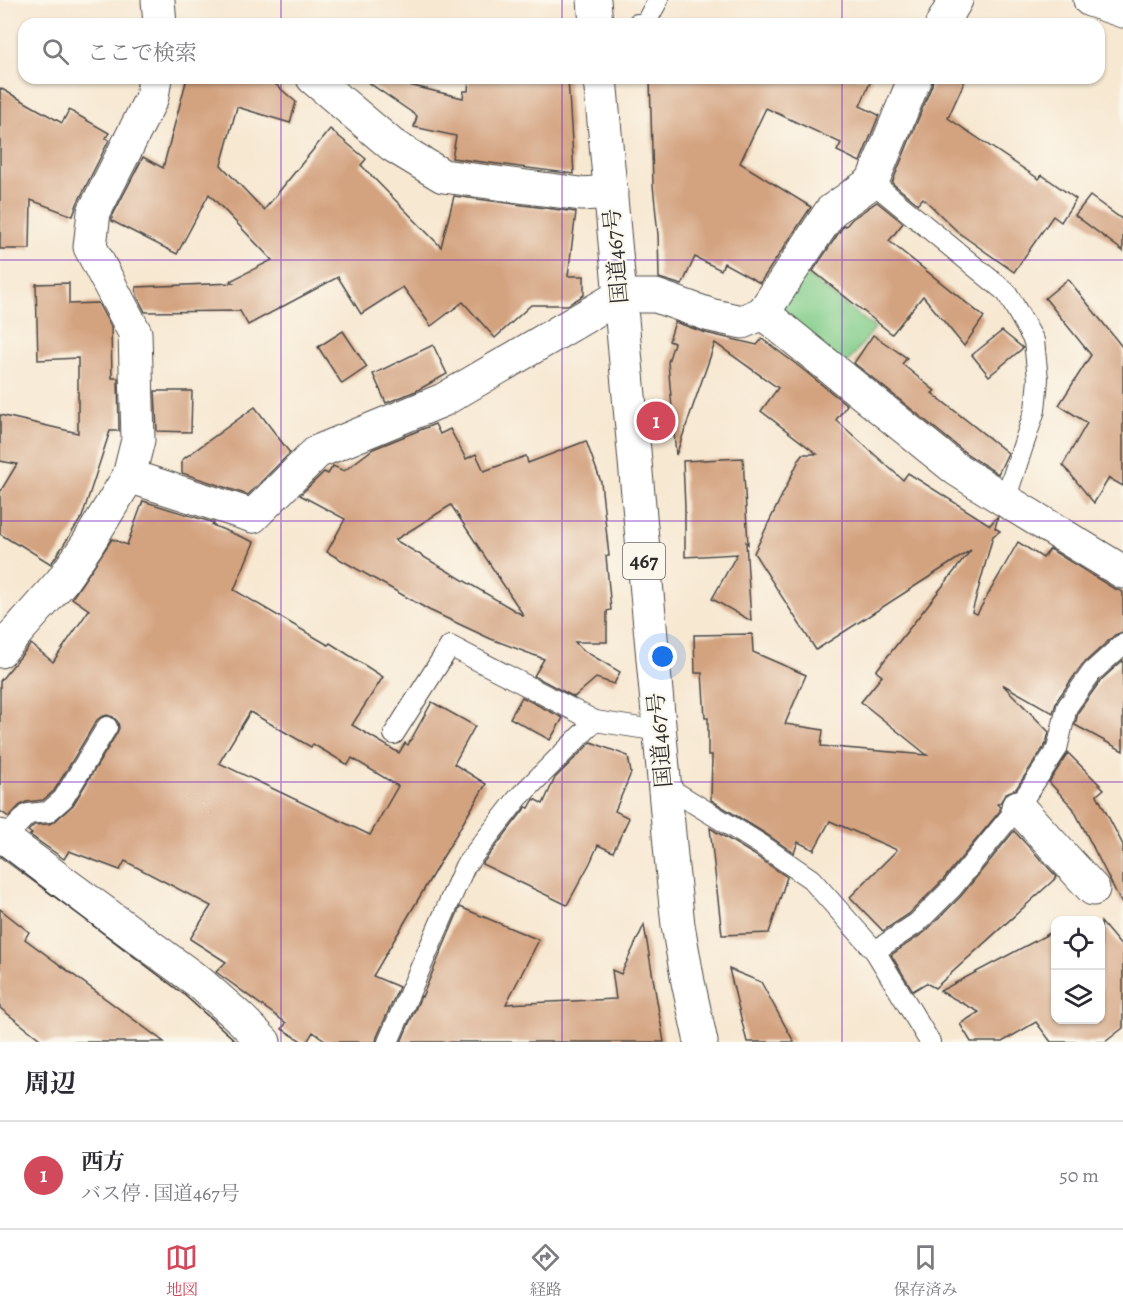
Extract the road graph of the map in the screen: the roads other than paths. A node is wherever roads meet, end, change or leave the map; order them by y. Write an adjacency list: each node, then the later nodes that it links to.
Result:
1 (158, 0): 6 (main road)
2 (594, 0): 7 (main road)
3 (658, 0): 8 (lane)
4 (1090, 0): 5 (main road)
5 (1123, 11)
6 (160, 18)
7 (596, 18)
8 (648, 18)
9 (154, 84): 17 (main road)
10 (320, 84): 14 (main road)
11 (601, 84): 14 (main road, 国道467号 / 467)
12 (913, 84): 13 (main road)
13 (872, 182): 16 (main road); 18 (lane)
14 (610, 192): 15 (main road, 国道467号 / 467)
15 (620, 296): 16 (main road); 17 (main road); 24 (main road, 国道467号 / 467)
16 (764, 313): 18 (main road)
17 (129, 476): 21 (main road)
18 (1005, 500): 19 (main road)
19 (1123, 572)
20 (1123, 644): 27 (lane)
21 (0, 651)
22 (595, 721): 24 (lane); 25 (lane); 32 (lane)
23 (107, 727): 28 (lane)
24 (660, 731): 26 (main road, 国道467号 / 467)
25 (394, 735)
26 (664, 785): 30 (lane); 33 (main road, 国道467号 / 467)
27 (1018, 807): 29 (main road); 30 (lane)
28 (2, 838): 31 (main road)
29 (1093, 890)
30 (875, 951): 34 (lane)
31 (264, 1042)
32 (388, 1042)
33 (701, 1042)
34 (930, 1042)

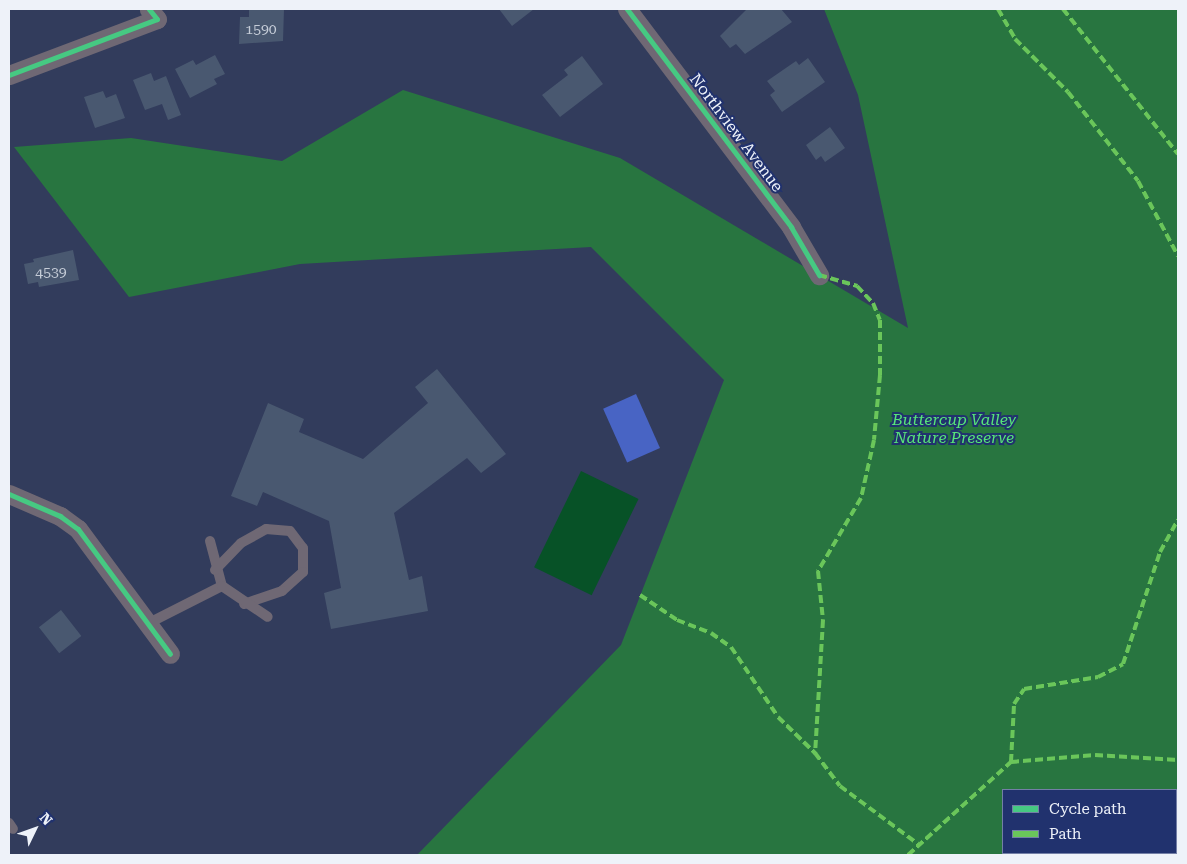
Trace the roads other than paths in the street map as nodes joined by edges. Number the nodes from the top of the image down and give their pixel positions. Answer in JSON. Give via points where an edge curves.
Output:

■ **WORK ORDER**
The data above should be set down again exactly, with the pictures omitted.

■ **ANSWER SPACE**
Extract the road graph of the map in the screen: the roads other than paths. A node is wherever roads meet, end, change or leave the map; order them by y. Write an adjacency list: each node, then the later nodes that it links to.
Result:
1 (158, 0): 6 (main road)
2 (594, 0): 7 (main road)
3 (658, 0): 8 (lane)
4 (1090, 0): 5 (main road)
5 (1123, 11)
6 (160, 18)
7 (596, 18)
8 (648, 18)
9 (154, 84): 17 (main road)
10 (320, 84): 14 (main road)
11 (601, 84): 14 (main road, 国道467号 / 467)
12 (913, 84): 13 (main road)
13 (872, 182): 16 (main road); 18 (lane)
14 (610, 192): 15 (main road, 国道467号 / 467)
15 (620, 296): 16 (main road); 17 (main road); 24 (main road, 国道467号 / 467)
16 (764, 313): 18 (main road)
17 (129, 476): 21 (main road)
18 (1005, 500): 19 (main road)
19 (1123, 572)
20 (1123, 644): 27 (lane)
21 (0, 651)
22 (595, 721): 24 (lane); 25 (lane); 32 (lane)
23 (107, 727): 28 (lane)
24 (660, 731): 26 (main road, 国道467号 / 467)
25 (394, 735)
26 (664, 785): 30 (lane); 33 (main road, 国道467号 / 467)
27 (1018, 807): 29 (main road); 30 (lane)
28 (2, 838): 31 (main road)
29 (1093, 890)
30 (875, 951): 34 (lane)
31 (264, 1042)
32 (388, 1042)
33 (701, 1042)
34 (930, 1042)

Trace the roads other than paths in the street map as nodes joined by edges. Number the nodes from the top of the image down and give their pixel positions. Answer in JSON. Give via points where an edge curves.
Output:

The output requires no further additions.